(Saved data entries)
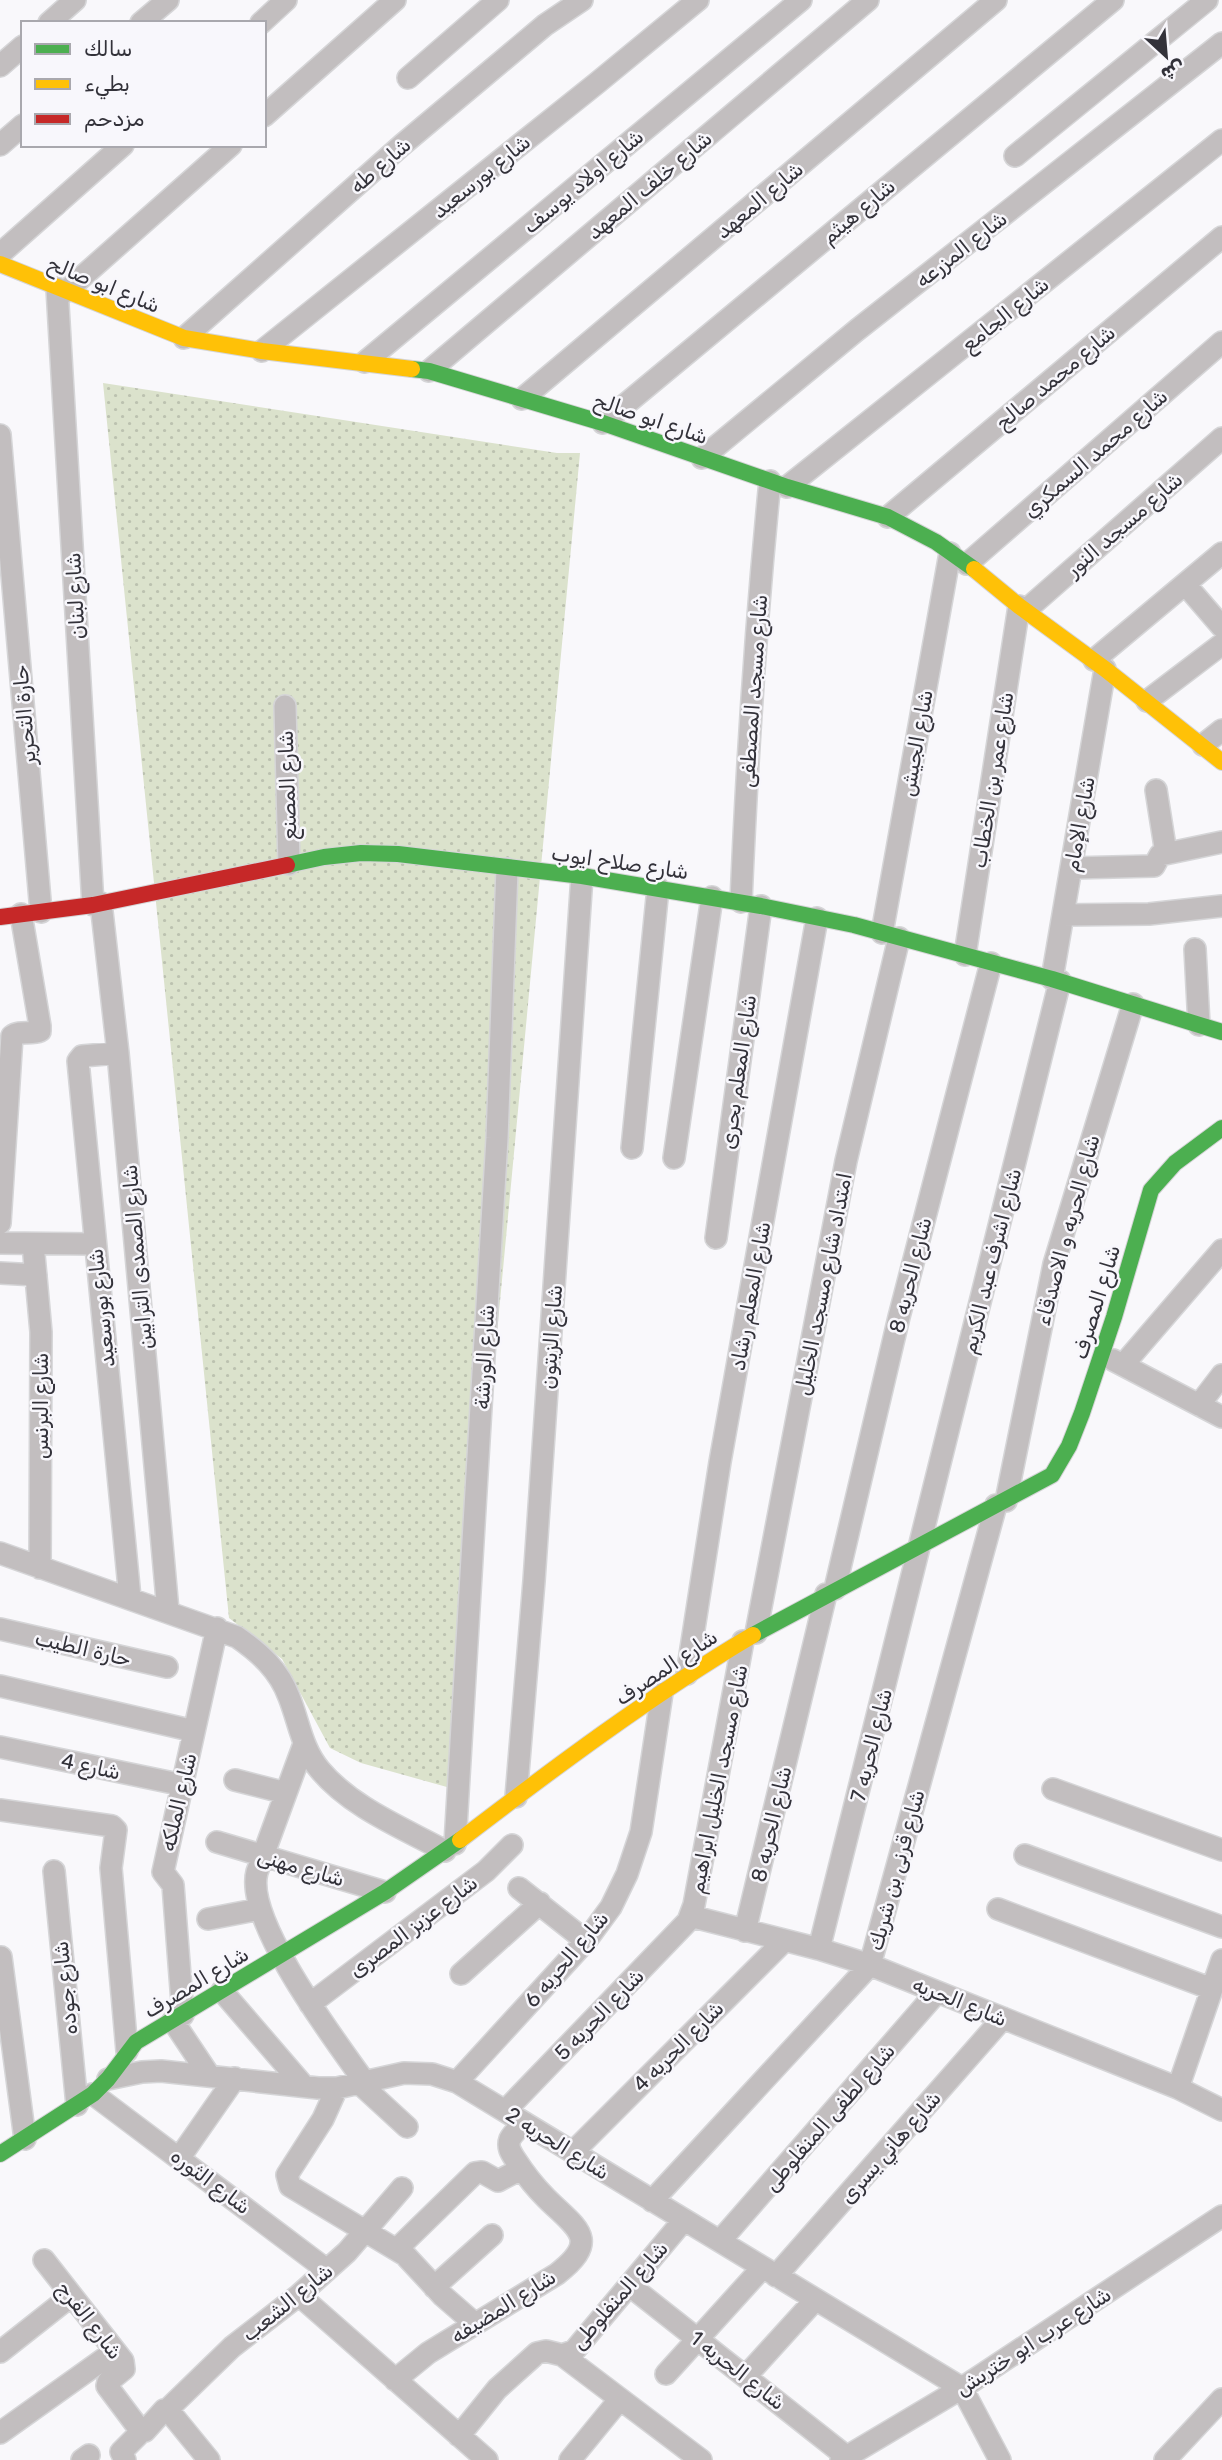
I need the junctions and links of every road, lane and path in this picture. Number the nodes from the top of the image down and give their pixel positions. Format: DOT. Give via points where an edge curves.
graph roads {
  1 [pos="75,0"];
  2 [pos="168,0"];
  3 [pos="286,0"];
  4 [pos="395,0"];
  5 [pos="498,0"];
  6 [pos="582,0"];
  7 [pos="698,0"];
  8 [pos="801,0"];
  9 [pos="868,0"];
  10 [pos="996,0"];
  11 [pos="1113,0"];
  12 [pos="1207,0"];
  13 [pos="51,21"];
  14 [pos="143,21"];
  15 [pos="263,21"];
  16 [pos="1222,43"];
  17 [pos="21,48"];
  18 [pos="0,66"];
  19 [pos="408,78"];
  20 [pos="266,114"];
  21 [pos="21,127"];
  22 [pos="1222,140"];
  23 [pos="0,145"];
  24 [pos="121,147"];
  25 [pos="229,147"];
  26 [pos="1014,156"];
  27 [pos="1222,237"];
  28 [pos="0,254"];
  29 [pos="0,264"];
  30 [pos="61,290"];
  31 [pos="184,338"];
  32 [pos="1222,342"];
  33 [pos="262,351"];
  34 [pos="365,362"];
  35 [pos="429,371"];
  36 [pos="522,399"];
  37 [pos="603,422"];
  38 [pos="0,435"];
  39 [pos="1222,438"];
  40 [pos="702,458"];
  41 [pos="779,484"];
  42 [pos="888,517"];
  43 [pos="1222,553"];
  44 [pos="959,559"];
  45 [pos="1185,584"];
  46 [pos="1023,608"];
  47 [pos="1222,627"];
  48 [pos="1222,644"];
  49 [pos="1100,665"];
  50 [pos="1147,701"];
  51 [pos="285,706"];
  52 [pos="1222,730"];
  53 [pos="1203,745"];
  54 [pos="1222,762"];
  55 [pos="1156,790"];
  56 [pos="1222,842"];
  57 [pos="1166,853"];
  58 [pos="289,864"];
  59 [pos="1072,868"];
  60 [pos="507,869"];
  61 [pos="582,876"];
  62 [pos="658,888"];
  63 [pos="712,897"];
  64 [pos="97,904"];
  65 [pos="751,904"];
  66 [pos="1222,905"];
  67 [pos="31,913"];
  68 [pos="1063,915"];
  69 [pos="0,917"];
  70 [pos="817,918"];
  71 [pos="890,935"];
  72 [pos="1195,949"];
  73 [pos="965,955"];
  74 [pos="991,962"];
  75 [pos="1056,980"];
  76 [pos="1133,1004"];
  77 [pos="1199,1025"];
  78 [pos="1222,1032"];
  79 [pos="118,1053"];
  80 [pos="1222,1128"];
  81 [pos="632,1148"];
  82 [pos="674,1158"];
  83 [pos="0,1223"];
  84 [pos="716,1238"];
  85 [pos="0,1243"];
  86 [pos="33,1244"];
  87 [pos="94,1244"];
  88 [pos="1222,1250"];
  89 [pos="0,1273"];
  90 [pos="36,1275"];
  91 [pos="1102,1354"];
  92 [pos="1123,1365"];
  93 [pos="1222,1375"];
  94 [pos="1199,1405"];
  95 [pos="1222,1417"];
  96 [pos="1001,1503"];
  97 [pos="922,1542"];
  98 [pos="0,1553"];
  99 [pos="40,1568"];
  100 [pos="830,1591"];
  101 [pos="130,1598"];
  102 [pos="169,1611"];
  103 [pos="217,1628"];
  104 [pos="0,1629"];
  105 [pos="749,1637"];
  106 [pos="167,1667"];
  107 [pos="687,1674"];
  108 [pos="0,1686"];
  109 [pos="662,1693"];
  110 [pos="194,1731"];
  111 [pos="304,1744"];
  112 [pos="0,1747"];
  113 [pos="235,1780"];
  114 [pos="183,1785"];
  115 [pos="1053,1789"];
  116 [pos="286,1793"];
  117 [pos="516,1797"];
  118 [pos="0,1810"];
  119 [pos="217,1842"];
  120 [pos="512,1845"];
  121 [pos="450,1848"];
  122 [pos="1222,1850"];
  123 [pos="1025,1855"];
  124 [pos="263,1856"];
  125 [pos="54,1871"];
  126 [pos="519,1888"];
  127 [pos="385,1892"];
  128 [pos="540,1903"];
  129 [pos="260,1909"];
  130 [pos="998,1909"];
  131 [pos="690,1916"];
  132 [pos="208,1919"];
  133 [pos="1222,1927"];
  134 [pos="745,1931"];
  135 [pos="586,1941"];
  136 [pos="784,1941"];
  137 [pos="819,1949"];
  138 [pos="282,1954"];
  139 [pos="1,1956"];
  140 [pos="1222,1960"];
  141 [pos="870,1965"];
  142 [pos="460,1974"];
  143 [pos="1212,1989"];
  144 [pos="222,1992"];
  145 [pos="937,1992"];
  146 [pos="310,2004"];
  147 [pos="178,2018"];
  148 [pos="1003,2018"];
  149 [pos="127,2051"];
  150 [pos="209,2075"];
  151 [pos="235,2078"];
  152 [pos="108,2079"];
  153 [pos="361,2082"];
  154 [pos="457,2082"];
  155 [pos="303,2085"];
  156 [pos="337,2088"];
  157 [pos="1178,2088"];
  158 [pos="85,2099"];
  159 [pos="1222,2110"];
  160 [pos="505,2111"];
  161 [pos="525,2123"];
  162 [pos="407,2127"];
  163 [pos="25,2139"];
  164 [pos="573,2152"];
  165 [pos="0,2154"];
  166 [pos="180,2157"];
  167 [pos="521,2169"];
  168 [pos="402,2188"];
  169 [pos="652,2201"];
  170 [pos="1222,2216"];
  171 [pos="683,2221"];
  172 [pos="365,2232"];
  173 [pos="492,2235"];
  174 [pos="720,2241"];
  175 [pos="397,2249"];
  176 [pos="44,2260"];
  177 [pos="327,2270"];
  178 [pos="769,2272"];
  179 [pos="629,2285"];
  180 [pos="435,2287"];
  181 [pos="299,2295"];
  182 [pos="71,2296"];
  183 [pos="815,2300"];
  184 [pos="474,2323"];
  185 [pos="697,2337"];
  186 [pos="115,2351"];
  187 [pos="0,2352"];
  188 [pos="562,2355"];
  189 [pos="666,2374"];
  190 [pos="746,2376"];
  191 [pos="395,2380"];
  192 [pos="962,2388"];
  193 [pos="620,2399"];
  194 [pos="1222,2399"];
  195 [pos="167,2410"];
  196 [pos="141,2431"];
  197 [pos="0,2433"];
  198 [pos="459,2436"];
  199 [pos="844,2458"];
  200 [pos="125,2460"];
  201 [pos="209,2460"];
  202 [pos="487,2460"];
  203 [pos="569,2460"];
  204 [pos="701,2460"];
  205 [pos="1000,2460"];
  206 [pos="1165,2460"];
  1 -- 13 [label="street"];
  2 -- 14 [label="street"];
  3 -- 15 [label="street"];
  4 -- 20 [label="street"];
  5 -- 19 [label="street"];
  6 -- 31 [label="street, شارع طه" via="545,24 402,145"];
  7 -- 33 [label="street, شارع بورسعيد"];
  8 -- 34 [label="street, شارع اولاد يوسف"];
  9 -- 35 [label="street, شارع خلف المعهد"];
  10 -- 36 [label="street, شارع المعهد"];
  11 -- 37 [label="street, شارع هيثم"];
  12 -- 26 [label="street"];
  16 -- 40 [label="street, شارع المزرعه"];
  17 -- 18 [label="street"];
  21 -- 23 [label="street"];
  22 -- 41 [label="street, شارع الجامع"];
  24 -- 28 [label="street"];
  25 -- 30 [label="street"];
  27 -- 42 [label="street, شارع محمد صالح"];
  29 -- 30 [label="street, شارع ابو صالح"];
  30 -- 31 [label="street, شارع ابو صالح"];
  30 -- 64 [label="street, شارع لبنان"];
  31 -- 33 [label="street, شارع ابو صالح"];
  32 -- 44 [label="street, شارع محمد السمكري"];
  33 -- 34 [label="street, شارع ابو صالح"];
  34 -- 35 [label="street, شارع ابو صالح"];
  35 -- 36 [label="street, شارع ابو صالح"];
  36 -- 37 [label="street, شارع ابو صالح"];
  37 -- 40 [label="street, شارع ابو صالح"];
  38 -- 67 [label="street, حارة التحرير"];
  39 -- 46 [label="street, شارع مسجد النور"];
  40 -- 41 [label="street, شارع ابو صالح"];
  41 -- 42 [label="street, شارع ابو صالح"];
  41 -- 65 [label="street, شارع مسجد المصطفى" via="754,659"];
  42 -- 44 [label="street, شارع ابو صالح"];
  43 -- 45 [label="street"];
  44 -- 46 [label="street, شارع ابو صالح"];
  44 -- 71 [label="street, شارع الجيش"];
  45 -- 47 [label="street"];
  45 -- 49 [label="street"];
  46 -- 49 [label="street, شارع ابو صالح"];
  46 -- 73 [label="street, شارع عمر بن الخطاب"];
  48 -- 50 [label="street"];
  49 -- 50 [label="street, شارع ابو صالح"];
  49 -- 59 [label="street, شارع الإمام"];
  50 -- 53 [label="street, شارع ابو صالح"];
  51 -- 58 [label="street, شارع المصنع"];
  52 -- 53 [label="street"];
  53 -- 54 [label="street, شارع ابو صالح"];
  55 -- 57 [label="street"];
  56 -- 57 [label="street"];
  57 -- 59 [label="street" via="1159,855 1154,866"];
  58 -- 60 [label="street, شارع صلاح ايوب" via="360,853"];
  58 -- 64 [label="street, شارع صلاح ايوب"];
  59 -- 68 [label="street, شارع الإمام"];
  60 -- 61 [label="street, شارع صلاح ايوب"];
  60 -- 121 [label="street, شارع الورشة" via="497,1138"];
  61 -- 62 [label="street, شارع صلاح ايوب"];
  61 -- 117 [label="street, شارع الزيتون" via="536,1567"];
  62 -- 63 [label="street, شارع صلاح ايوب"];
  62 -- 81 [label="street"];
  63 -- 65 [label="street, شارع صلاح ايوب"];
  63 -- 82 [label="street"];
  64 -- 67 [label="street, شارع صلاح ايوب"];
  64 -- 79 [label="street, شارع الصمدى الترابين"];
  65 -- 70 [label="street, شارع صلاح ايوب"];
  65 -- 84 [label="street, شارع المعلم بحرى"];
  66 -- 68 [label="street" via="1149,914"];
  67 -- 69 [label="street, شارع صلاح ايوب"];
  67 -- 83 [label="street, حارة التحرير" via="40,1026 37,1032 12,1036"];
  68 -- 75 [label="street, شارع الإمام"];
  70 -- 71 [label="street, شارع صلاح ايوب"];
  70 -- 107 [label="street, شارع المعلم رشاد"];
  71 -- 73 [label="street, شارع صلاح ايوب"];
  71 -- 105 [label="street, امتداد شارع مسجد الخليل"];
  72 -- 77 [label="street"];
  73 -- 74 [label="street, شارع صلاح ايوب"];
  74 -- 75 [label="street, شارع صلاح ايوب"];
  74 -- 100 [label="street, شارع الحريه 8"];
  75 -- 76 [label="street, شارع صلاح ايوب"];
  75 -- 97 [label="street, شارع اشرف عبد الكريم"];
  76 -- 77 [label="street, شارع صلاح ايوب"];
  76 -- 96 [label="street, شارع الحريه و الاصدقاء" via="1054,1264"];
  77 -- 78 [label="street, شارع صلاح ايوب"];
  79 -- 87 [label="street, شارع بورسعيد" via="82,1056 78,1061"];
  79 -- 102 [label="street, شارع الصمدى الترابين"];
  80 -- 91 [label="street, شارع المصرف" via="1179,1158 1151,1190"];
  85 -- 86 [label="street"];
  86 -- 87 [label="street"];
  86 -- 90 [label="street, شارع البرنس"];
  87 -- 101 [label="street, شارع بورسعيد"];
  88 -- 92 [label="street"];
  89 -- 90 [label="street"];
  90 -- 99 [label="street, شارع البرنس" via="41,1332"];
  91 -- 92 [label="street"];
  91 -- 96 [label="street, شارع المصرف" via="1060,1465 1041,1483"];
  92 -- 94 [label="street"];
  93 -- 94 [label="street"];
  94 -- 95 [label="street"];
  96 -- 97 [label="street, شارع المصرف"];
  96 -- 141 [label="street, شارع قرنى بن شريك"];
  97 -- 100 [label="street, شارع المصرف"];
  97 -- 137 [label="street, شارع الحريه 7"];
  98 -- 99 [label="street"];
  99 -- 101 [label="street"];
  100 -- 105 [label="street, شارع المصرف"];
  100 -- 134 [label="street, شارع الحريه 8"];
  101 -- 102 [label="street"];
  102 -- 103 [label="street"];
  103 -- 110 [label="street, شارع الملكه"];
  103 -- 111 [label="street" via="237,1637 269,1663 290,1699"];
  104 -- 106 [label="street, حارة الطيب"];
  105 -- 107 [label="street, شارع المصرف"];
  105 -- 131 [label="street, شارع مسجد الخليل ابراهيم"];
  107 -- 109 [label="street, شارع المصرف"];
  108 -- 110 [label="street"];
  109 -- 117 [label="street, شارع المصرف"];
  109 -- 135 [label="street, شارع الحريه 6" via="640,1832 611,1907"];
  110 -- 114 [label="street, شارع الملكه"];
  111 -- 116 [label="street"];
  111 -- 121 [label="street" via="318,1769 340,1790 364,1807"];
  112 -- 114 [label="street, شارع 4"];
  113 -- 116 [label="street"];
  114 -- 147 [label="street, شارع الملكه" via="163,1872 173,1885"];
  115 -- 122 [label="street"];
  116 -- 124 [label="street"];
  117 -- 121 [label="street, شارع المصرف"];
  118 -- 149 [label="street" via="112,1826 116,1833 111,1868"];
  119 -- 124 [label="street, شارع مهنى"];
  120 -- 146 [label="street, شارع عزيز المصرى" via="486,1871"];
  121 -- 127 [label="street, شارع المصرف"];
  123 -- 133 [label="street"];
  124 -- 127 [label="street, شارع مهنى"];
  124 -- 129 [label="street" via="255,1880"];
  125 -- 158 [label="street, شارع جوده"];
  126 -- 128 [label="street"];
  127 -- 138 [label="street, شارع المصرف"];
  128 -- 135 [label="street"];
  128 -- 142 [label="street"];
  129 -- 132 [label="street"];
  129 -- 138 [label="street"];
  130 -- 143 [label="street"];
  131 -- 134 [label="street, شارع الحريه"];
  131 -- 160 [label="street, شارع الحريه 5"];
  134 -- 136 [label="street, شارع الحريه"];
  135 -- 154 [label="street, شارع الحريه 6"];
  136 -- 137 [label="street, شارع الحريه"];
  136 -- 164 [label="street, شارع الحريه 4"];
  137 -- 141 [label="street, شارع الحريه"];
  138 -- 144 [label="street, شارع المصرف"];
  138 -- 146 [label="street"];
  139 -- 163 [label="street"];
  140 -- 143 [label="street"];
  141 -- 145 [label="street, شارع الحريه"];
  141 -- 169 [label="street, شارع قرنى بن شريك"];
  143 -- 157 [label="street"];
  144 -- 147 [label="street, شارع المصرف"];
  144 -- 155 [label="street"];
  145 -- 148 [label="street, شارع الحريه"];
  145 -- 174 [label="street, شارع لطفى المنفلوطى"];
  146 -- 153 [label="street"];
  147 -- 149 [label="street, شارع المصرف"];
  147 -- 150 [label="street"];
  148 -- 157 [label="street, شارع الحريه"];
  148 -- 178 [label="street, شارع هاني يسرى"];
  149 -- 152 [label="street, شارع المصرف"];
  150 -- 151 [label="street, شارع الحريه 2"];
  150 -- 152 [label="street, شارع الحريه 2" via="161,2071"];
  151 -- 155 [label="street, شارع الحريه 2"];
  151 -- 166 [label="street"];
  152 -- 158 [label="street, شارع المصرف"];
  153 -- 154 [label="street, شارع الحريه 2" via="419,2072"];
  153 -- 156 [label="street, شارع الحريه 2"];
  153 -- 162 [label="street"];
  154 -- 160 [label="street, شارع الحريه 2"];
  155 -- 156 [label="street, شارع الحريه 2"];
  156 -- 172 [label="street" via="286,2179 290,2186"];
  157 -- 159 [label="street, شارع الحريه"];
  158 -- 163 [label="street, شارع المصرف"];
  158 -- 166 [label="street, شارع الثوره"];
  160 -- 161 [label="street, شارع الحريه 2"];
  161 -- 164 [label="street, شارع الحريه 2"];
  161 -- 167 [label="street, شارع المضيفه" via="509,2141"];
  163 -- 165 [label="street, شارع المصرف"];
  164 -- 169 [label="street, شارع الحريه 2"];
  166 -- 177 [label="street, شارع الثوره"];
  167 -- 175 [label="street" via="498,2181 475,2173"];
  167 -- 184 [label="street, شارع المضيفه" via="576,2226 581,2246 557,2274"];
  168 -- 172 [label="street, شارع الشعب"];
  169 -- 171 [label="street, شارع الحريه 2"];
  170 -- 192 [label="street, شارع عرب ابو ختريش"];
  171 -- 174 [label="street, شارع الحريه 2"];
  171 -- 179 [label="street, شارع المنفلوطى"];
  172 -- 175 [label="street"];
  172 -- 177 [label="street, شارع الشعب"];
  173 -- 180 [label="street"];
  174 -- 178 [label="street, شارع الحريه 2"];
  175 -- 180 [label="street"];
  176 -- 182 [label="street, شارع الفرج"];
  177 -- 181 [label="street, شارع الشعب"];
  178 -- 183 [label="street, شارع الحريه 2"];
  178 -- 185 [label="street"];
  179 -- 185 [label="street, شارع الحريه 1"];
  179 -- 188 [label="street, شارع المنفلوطى" via="574,2351"];
  180 -- 184 [label="street"];
  181 -- 191 [label="street"];
  181 -- 195 [label="street, شارع الشعب" via="232,2347"];
  182 -- 186 [label="street, شارع الفرج"];
  182 -- 187 [label="street"];
  183 -- 190 [label="street"];
  183 -- 192 [label="street, شارع الحريه 2"];
  184 -- 191 [label="street, شارع المضيفه"];
  185 -- 189 [label="street"];
  185 -- 190 [label="street, شارع الحريه 1"];
  186 -- 196 [label="street, شارع الفرج" via="124,2369 107,2386"];
  186 -- 197 [label="street"];
  188 -- 193 [label="street"];
  188 -- 198 [label="street, شارع المنفلوطى" via="537,2353 497,2389"];
  190 -- 199 [label="street, شارع الحريه 1"];
  191 -- 198 [label="street"];
  192 -- 199 [label="street, شارع عرب ابو ختريش"];
  192 -- 205 [label="street"];
  193 -- 203 [label="street"];
  193 -- 204 [label="street"];
  194 -- 206 [label="street"];
  195 -- 196 [label="street"];
  195 -- 201 [label="street"];
  196 -- 200 [label="street" via="122,2451"];
  198 -- 202 [label="street"];
}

[HOW TO COMPLETE THIS TASK]
Where a line above holds the word "شريك", copy it.

[ANSWER TO THE EXERCISE]
  96 -- 141 [label="street, شارع قرنى بن شريك"];
  141 -- 169 [label="street, شارع قرنى بن شريك"];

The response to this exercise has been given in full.